当日は館園実習中の4名が不在となり、このメンバーで頑張りました

今年は残暑が厳しく、9月後半でも熱中症が心配な毎日でした。しかし、受け入れ数日前からようやく日中の気温も徐々に下がり始め、当日は空に薄く雲が広がる野外活動に適した天候となりました。開会式を済ませた児童たちは、安全学習後に海岸へ出て、地曳網と海岸散策を含めた清掃活動を行いました。地曳網では近年のアマモ減少の影響が大きく、採集できた魚の種類は多くありませんでしたが、スズキ、アオリイカ、シロギスの幼魚、アカエイなどが観察できました。清掃活動で集めたごみは持ち帰り、分別作業を行いました。

児童たちも力いっぱい網を曳きます

何が獲れたかな

地曳網と交代で海岸清掃も

持ち帰った海洋ごみを分別してみよう

午後からは、水族館を活用した見学と学習を実施しました。展示の中から2種類の魚を選んで色や形、泳ぎ方の特徴や餌を食べる様子などを観察し、それらをワークシートに書き入れました。

水族館の役割や学芸員の仕事について学習

魚が餌を食べる様子を観察しながらワークシートに記入

教室内では、水族館で観察した魚たちの命を育むために大切な「アマモ場」について学習し、最後はグループごとにみんなが考える理想の「アマモ場」を模造紙いっぱいに描き、発表してもらいました。

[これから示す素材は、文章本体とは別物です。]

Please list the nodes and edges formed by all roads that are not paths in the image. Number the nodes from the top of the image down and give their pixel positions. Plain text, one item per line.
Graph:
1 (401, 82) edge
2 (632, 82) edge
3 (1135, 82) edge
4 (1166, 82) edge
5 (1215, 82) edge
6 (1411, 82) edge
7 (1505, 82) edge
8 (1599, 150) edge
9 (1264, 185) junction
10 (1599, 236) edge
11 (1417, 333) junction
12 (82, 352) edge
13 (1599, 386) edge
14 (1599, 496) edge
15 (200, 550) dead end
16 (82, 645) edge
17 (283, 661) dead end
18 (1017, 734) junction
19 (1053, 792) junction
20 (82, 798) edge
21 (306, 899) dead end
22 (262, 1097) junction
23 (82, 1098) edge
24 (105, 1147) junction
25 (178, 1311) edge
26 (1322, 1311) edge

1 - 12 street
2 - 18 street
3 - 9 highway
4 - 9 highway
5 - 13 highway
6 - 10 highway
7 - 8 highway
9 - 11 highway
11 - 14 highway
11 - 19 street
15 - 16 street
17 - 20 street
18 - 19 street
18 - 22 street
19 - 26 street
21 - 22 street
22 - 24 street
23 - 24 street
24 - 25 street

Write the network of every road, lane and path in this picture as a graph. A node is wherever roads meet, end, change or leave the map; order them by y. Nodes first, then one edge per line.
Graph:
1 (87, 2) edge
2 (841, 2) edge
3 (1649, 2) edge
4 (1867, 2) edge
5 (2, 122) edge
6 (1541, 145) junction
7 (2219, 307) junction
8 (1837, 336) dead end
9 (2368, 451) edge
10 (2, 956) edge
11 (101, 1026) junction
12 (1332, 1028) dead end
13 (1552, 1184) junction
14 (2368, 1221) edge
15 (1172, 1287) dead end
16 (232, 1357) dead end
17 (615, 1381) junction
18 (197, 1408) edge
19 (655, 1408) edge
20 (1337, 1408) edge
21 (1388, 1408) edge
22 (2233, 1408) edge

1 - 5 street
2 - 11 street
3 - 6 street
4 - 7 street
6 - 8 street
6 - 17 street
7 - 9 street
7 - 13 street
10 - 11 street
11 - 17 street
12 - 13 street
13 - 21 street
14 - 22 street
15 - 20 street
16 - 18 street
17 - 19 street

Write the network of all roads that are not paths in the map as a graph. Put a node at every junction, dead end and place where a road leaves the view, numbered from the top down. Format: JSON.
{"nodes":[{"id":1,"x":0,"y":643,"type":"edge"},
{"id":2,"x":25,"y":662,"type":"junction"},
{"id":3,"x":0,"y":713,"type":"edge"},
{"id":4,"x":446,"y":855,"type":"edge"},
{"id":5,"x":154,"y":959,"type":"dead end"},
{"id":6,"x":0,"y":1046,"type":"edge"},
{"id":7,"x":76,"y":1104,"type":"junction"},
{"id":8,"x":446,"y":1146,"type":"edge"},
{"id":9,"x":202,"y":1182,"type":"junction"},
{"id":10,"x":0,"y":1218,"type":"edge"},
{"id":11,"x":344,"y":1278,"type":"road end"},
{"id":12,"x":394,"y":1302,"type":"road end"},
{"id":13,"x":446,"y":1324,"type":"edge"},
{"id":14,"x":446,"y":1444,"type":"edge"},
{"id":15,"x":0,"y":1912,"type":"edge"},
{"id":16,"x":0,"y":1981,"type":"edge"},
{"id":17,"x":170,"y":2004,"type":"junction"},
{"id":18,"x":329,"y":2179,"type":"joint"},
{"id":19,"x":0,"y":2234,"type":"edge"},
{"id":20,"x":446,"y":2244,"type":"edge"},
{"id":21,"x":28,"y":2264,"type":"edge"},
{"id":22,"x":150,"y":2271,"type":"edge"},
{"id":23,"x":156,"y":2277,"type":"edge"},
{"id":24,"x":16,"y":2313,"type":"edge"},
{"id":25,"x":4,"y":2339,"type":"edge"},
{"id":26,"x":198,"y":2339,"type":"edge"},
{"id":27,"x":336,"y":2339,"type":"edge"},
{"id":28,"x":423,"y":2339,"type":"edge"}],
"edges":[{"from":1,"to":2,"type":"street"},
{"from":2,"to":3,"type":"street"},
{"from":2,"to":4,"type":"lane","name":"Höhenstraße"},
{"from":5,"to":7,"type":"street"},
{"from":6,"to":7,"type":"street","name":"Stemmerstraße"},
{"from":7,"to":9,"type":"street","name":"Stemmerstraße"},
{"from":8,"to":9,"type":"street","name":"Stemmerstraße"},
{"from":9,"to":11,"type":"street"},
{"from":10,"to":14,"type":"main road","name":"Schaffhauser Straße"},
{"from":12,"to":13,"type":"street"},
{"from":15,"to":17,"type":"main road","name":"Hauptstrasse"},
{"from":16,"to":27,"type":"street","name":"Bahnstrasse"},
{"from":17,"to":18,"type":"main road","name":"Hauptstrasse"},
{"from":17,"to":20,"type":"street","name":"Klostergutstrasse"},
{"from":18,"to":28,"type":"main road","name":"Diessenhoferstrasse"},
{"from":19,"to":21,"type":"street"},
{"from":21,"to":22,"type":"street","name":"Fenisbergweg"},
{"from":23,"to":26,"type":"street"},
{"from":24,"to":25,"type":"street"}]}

学習したアマモ場の生きものたちをカラフルに思いのまま描きます

班ごとに発表し、評価し合いました

参加した児童たちは、夢のあるふるさとの豊かな海をイメージできた反面、海岸には少し探しただけでも袋いっぱいのゴミが落ちていたり、地曳網で獲れた魚の量は期待よりもやや少なかったりと、ふるさとの海が抱える問題についても実感できたようです。

みんなで記念撮影

全国各地から様々な「海」に対する思いをもって入学し、4年間の学修に取り組んできた学生たちが感じる「瀬戸内海の今」についてのメッセージが、因島に住みながら海との関わりが少ない現代の子どもたちに少しでも届いたら、と願うばかりです。参加児童だけでなく、学生たちにとっても良い経験となり、これからの力になると感じた1日でした。

 

学長から一言:海洋生物科学科学芸員養成課程が地元尾道市を支援して平成28年から実施している「ふるさと海辺教室」は、将来各地の水族館や博物館の学芸員となることを目指す学生諸君にとっては、恰好の実践訓練の場。参加した小学生の安全や健康にも気を配りながら、子ども達が美しい瀬戸内海のことを知り、藻場をはじめとする環境の保全、広くはSDGsについて学ぶのをサポート。ずいぶん骨が折れることでしょう。でも重要な社会貢献活動です。